• **WHAT TO PRODUCE**
Look through the entries below. Report each line that has the word "image" in it.

• **DATA PROVIDED**
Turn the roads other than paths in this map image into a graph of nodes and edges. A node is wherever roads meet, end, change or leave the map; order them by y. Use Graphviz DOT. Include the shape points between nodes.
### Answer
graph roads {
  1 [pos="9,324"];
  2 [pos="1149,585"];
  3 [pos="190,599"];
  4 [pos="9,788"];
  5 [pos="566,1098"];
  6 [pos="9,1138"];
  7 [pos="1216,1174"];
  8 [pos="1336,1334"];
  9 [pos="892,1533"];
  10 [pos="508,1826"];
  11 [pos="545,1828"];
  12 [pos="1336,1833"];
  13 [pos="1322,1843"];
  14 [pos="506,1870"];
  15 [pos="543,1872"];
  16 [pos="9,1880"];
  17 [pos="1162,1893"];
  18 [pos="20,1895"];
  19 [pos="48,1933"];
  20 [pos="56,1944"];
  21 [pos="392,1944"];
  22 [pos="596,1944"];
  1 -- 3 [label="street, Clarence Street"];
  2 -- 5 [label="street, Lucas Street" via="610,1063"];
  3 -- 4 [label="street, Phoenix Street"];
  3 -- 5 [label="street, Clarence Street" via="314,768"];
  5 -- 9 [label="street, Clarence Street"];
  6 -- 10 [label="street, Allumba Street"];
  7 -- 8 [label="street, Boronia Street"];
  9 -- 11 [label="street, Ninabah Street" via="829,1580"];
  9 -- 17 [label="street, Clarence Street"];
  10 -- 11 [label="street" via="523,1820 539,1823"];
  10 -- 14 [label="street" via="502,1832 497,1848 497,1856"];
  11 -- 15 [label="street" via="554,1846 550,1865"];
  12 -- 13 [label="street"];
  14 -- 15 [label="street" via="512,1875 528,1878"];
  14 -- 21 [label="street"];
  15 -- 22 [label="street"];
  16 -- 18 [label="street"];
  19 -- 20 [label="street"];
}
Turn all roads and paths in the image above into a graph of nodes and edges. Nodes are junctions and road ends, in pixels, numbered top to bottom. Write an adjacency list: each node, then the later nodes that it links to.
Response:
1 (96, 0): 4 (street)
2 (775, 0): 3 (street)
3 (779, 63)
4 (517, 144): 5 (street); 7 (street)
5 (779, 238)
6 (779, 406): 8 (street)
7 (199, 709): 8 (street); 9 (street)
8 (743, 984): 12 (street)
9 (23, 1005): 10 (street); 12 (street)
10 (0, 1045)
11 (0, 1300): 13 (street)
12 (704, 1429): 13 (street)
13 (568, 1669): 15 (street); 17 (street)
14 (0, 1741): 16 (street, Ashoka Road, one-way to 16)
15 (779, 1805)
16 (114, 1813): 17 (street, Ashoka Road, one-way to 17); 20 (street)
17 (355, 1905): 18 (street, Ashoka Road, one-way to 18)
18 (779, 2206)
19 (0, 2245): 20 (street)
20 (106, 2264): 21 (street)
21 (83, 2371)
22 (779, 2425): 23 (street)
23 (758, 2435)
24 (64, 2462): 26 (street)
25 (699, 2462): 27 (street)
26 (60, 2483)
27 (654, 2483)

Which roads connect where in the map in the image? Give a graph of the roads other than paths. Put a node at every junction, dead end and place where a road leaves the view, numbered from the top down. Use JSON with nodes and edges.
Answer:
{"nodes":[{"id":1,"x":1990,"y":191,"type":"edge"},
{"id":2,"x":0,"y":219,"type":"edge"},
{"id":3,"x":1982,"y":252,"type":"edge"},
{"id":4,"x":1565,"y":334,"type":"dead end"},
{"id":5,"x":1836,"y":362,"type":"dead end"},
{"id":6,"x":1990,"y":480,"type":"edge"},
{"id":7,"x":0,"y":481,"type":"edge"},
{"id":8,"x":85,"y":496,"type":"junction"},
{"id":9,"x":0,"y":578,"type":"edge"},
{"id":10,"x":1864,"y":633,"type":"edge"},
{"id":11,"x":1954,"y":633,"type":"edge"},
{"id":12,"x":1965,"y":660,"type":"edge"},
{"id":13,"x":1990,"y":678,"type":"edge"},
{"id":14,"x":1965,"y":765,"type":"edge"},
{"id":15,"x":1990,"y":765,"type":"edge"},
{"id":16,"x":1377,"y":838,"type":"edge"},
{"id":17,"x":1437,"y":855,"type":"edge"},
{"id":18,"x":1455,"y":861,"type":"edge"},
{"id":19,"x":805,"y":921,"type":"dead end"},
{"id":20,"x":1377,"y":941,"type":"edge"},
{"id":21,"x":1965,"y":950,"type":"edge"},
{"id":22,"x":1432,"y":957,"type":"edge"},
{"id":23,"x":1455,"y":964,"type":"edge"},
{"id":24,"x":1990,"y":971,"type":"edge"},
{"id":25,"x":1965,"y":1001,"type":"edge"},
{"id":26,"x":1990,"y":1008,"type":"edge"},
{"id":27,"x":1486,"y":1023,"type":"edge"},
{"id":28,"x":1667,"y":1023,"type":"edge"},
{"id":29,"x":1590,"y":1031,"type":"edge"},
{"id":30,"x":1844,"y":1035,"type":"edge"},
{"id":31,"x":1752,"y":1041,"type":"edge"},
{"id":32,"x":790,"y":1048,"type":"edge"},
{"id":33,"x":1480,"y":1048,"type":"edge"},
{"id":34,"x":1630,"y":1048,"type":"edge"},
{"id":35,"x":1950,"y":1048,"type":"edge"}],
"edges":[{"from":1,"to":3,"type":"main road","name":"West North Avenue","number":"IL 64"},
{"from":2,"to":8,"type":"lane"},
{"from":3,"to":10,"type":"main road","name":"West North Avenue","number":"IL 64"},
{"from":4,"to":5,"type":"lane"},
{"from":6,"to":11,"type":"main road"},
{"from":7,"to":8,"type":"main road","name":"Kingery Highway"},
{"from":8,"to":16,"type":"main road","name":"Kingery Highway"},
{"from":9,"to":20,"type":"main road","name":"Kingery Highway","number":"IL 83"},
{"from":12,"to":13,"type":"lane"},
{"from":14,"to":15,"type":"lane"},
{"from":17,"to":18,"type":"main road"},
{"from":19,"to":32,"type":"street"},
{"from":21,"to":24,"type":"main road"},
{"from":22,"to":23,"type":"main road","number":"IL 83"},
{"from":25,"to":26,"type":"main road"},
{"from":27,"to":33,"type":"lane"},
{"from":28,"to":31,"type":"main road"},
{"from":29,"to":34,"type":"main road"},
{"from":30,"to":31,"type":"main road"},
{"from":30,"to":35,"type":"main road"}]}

• **YOUR RESPONSE**
Turn the roads other than paths in this map image into a graph of nodes and edges. A node is wherever roads meet, end, change or leave the map; order them by y. Use Graphviz DOT. Include the shape points between nodes.
Turn all roads and paths in the image above into a graph of nodes and edges. Nodes are junctions and road ends, in pixels, numbered top to bottom. Write an adjacency list: each node, then the later nodes that it links to.
Which roads connect where in the map in the image? Give a graph of the roads other than paths. Put a node at every junction, dead end and place where a road leaves the view, numbered from the top down. Use JSON with nodes and edges.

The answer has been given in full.